Edward Macleod gave vent to a short melancholy laugh. The allurements of an old civilization were over-ripe to his taste. Promise appealed to his imagination; fulfilment was a dull fact. Along with the unmistakable evidences of birth and breeding in his person, there was in his fresh youth and buoyancy something joyously akin to the vigorous young life about him.
"England," said Tredway, with his disapproving regard fixed upon the wilderness around, "is a garden."
"And I take no delight in gardens," declared Edward. "I was never intended for a garden statue. This long day's journey under the giant trees of the wild, unconquered woods seems to gratify some savage instinct of my nature. The old country is well adapted to keep alive old customs, old notions, old traditions; but for me I am a Canadian, my mind is wearied with over-much civilization. I hate the English love of land for land's sake. That line of hills, swelling in massive curves, and crowned, not with a tottering ruin, serving to hang some legendary romance or faded rag of superstition upon, but with stately trees—that is my idea of the beautiful."
He struck into a sharp gallop, his bright head above the dark blue military cloak forming a picturesque feature in the woodland, and the flying heels of his spirited horse seeming to add a rattling chorus of applause to his patriotic sentiments. The old retainer ambled along in his wake, but more slowly. His idea of the beautiful was not quite so recklessly defiant. Presently, for he was still jaded from the effects of his long journey on the previous day, he relaxed his attempt at speed, and soon lost sight of his companion altogether. The vision of waving cloak and flying steed vanished in the green aisles of the forest.

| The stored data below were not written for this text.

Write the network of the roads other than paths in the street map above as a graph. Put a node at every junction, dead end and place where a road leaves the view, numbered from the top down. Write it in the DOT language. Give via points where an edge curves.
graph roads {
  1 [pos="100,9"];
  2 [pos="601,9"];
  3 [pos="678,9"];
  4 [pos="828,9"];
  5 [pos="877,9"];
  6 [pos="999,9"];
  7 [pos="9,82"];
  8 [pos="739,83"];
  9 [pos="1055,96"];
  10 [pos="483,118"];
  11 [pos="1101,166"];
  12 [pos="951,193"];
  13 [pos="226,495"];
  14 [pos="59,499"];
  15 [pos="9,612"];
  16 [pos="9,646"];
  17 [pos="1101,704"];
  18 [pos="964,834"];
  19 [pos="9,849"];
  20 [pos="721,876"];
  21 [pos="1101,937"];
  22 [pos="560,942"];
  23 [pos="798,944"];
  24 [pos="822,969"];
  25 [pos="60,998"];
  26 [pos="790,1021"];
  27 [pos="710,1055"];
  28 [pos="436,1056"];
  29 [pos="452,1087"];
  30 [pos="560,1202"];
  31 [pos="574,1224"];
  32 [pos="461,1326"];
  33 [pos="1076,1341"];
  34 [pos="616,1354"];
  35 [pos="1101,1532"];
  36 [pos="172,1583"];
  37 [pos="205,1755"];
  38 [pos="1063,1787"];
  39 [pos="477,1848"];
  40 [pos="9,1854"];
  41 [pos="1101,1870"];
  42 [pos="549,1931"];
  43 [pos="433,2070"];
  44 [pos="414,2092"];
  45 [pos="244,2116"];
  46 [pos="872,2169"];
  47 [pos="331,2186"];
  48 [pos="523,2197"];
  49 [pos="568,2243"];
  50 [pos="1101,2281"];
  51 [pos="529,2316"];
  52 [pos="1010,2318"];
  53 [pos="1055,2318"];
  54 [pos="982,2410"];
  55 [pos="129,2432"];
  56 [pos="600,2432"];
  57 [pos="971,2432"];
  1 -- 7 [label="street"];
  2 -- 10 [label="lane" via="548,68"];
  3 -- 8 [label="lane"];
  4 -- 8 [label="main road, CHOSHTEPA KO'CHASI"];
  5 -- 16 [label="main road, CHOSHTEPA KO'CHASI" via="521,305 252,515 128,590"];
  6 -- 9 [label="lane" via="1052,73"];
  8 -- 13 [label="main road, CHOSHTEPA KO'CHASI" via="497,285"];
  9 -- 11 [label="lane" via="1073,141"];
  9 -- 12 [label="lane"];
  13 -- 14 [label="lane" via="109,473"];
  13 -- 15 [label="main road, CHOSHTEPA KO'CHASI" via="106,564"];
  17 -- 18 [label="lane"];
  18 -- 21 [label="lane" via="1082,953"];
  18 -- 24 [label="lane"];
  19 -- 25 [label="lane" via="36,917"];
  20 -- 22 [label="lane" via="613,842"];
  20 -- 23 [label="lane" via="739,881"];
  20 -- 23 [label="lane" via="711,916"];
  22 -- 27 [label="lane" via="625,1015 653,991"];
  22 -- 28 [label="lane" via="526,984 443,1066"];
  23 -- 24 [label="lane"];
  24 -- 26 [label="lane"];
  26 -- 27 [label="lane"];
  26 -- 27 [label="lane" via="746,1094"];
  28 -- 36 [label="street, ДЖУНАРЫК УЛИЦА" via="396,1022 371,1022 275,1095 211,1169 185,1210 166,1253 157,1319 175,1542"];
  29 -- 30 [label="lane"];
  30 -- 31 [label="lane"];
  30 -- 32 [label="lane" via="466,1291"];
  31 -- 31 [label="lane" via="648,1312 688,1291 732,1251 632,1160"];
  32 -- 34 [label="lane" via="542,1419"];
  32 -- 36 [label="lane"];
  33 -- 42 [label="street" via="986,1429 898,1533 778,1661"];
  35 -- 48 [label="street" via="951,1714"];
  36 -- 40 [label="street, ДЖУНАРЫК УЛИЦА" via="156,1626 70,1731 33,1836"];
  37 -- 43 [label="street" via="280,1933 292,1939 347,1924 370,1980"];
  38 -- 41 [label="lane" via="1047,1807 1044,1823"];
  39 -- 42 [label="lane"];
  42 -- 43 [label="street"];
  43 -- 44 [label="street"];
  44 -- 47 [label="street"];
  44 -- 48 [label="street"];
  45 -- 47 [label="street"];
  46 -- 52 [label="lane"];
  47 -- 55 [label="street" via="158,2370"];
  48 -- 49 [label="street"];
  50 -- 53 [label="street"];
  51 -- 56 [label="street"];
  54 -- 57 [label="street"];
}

Along the Oak Ridges—situate some thirty miles from York—which the two horsemen now neared, a Huguenot settlement had been formed about the close of the eighteenth century. The settlers were French officers of the noblesse order, who, during the French Revolution, when the royalist cause became desperate, emigrated to England, thence to Canada, where, by the bounty of the Crown, they were given grants of land in this portion of the Province of Upper Canada. Here many of these emigres had made clearings on the Ridges, and reared chateaux for themselves and their households after the manner of their ancestral homes in Languedoc and Brittany. Into the grounds of one of these mansions had the younger horseman disappeared to pay his hurried respects to the stately dame who was its owner, and who, with her fair daughter, were intimate friends of the Macleod family.
Almost before the old man had time to wonder what mad freak had kept his young master so long from the beaten road, he was at his side again.
"I have been trying to get a glimpse of my little friend, Helene," he said, in explanation of his absence, "but the DeBerczy mansion is as empty as a church on Monday. They still go to Lake Simcoe in summer, I suppose. But what does this early flight portend?"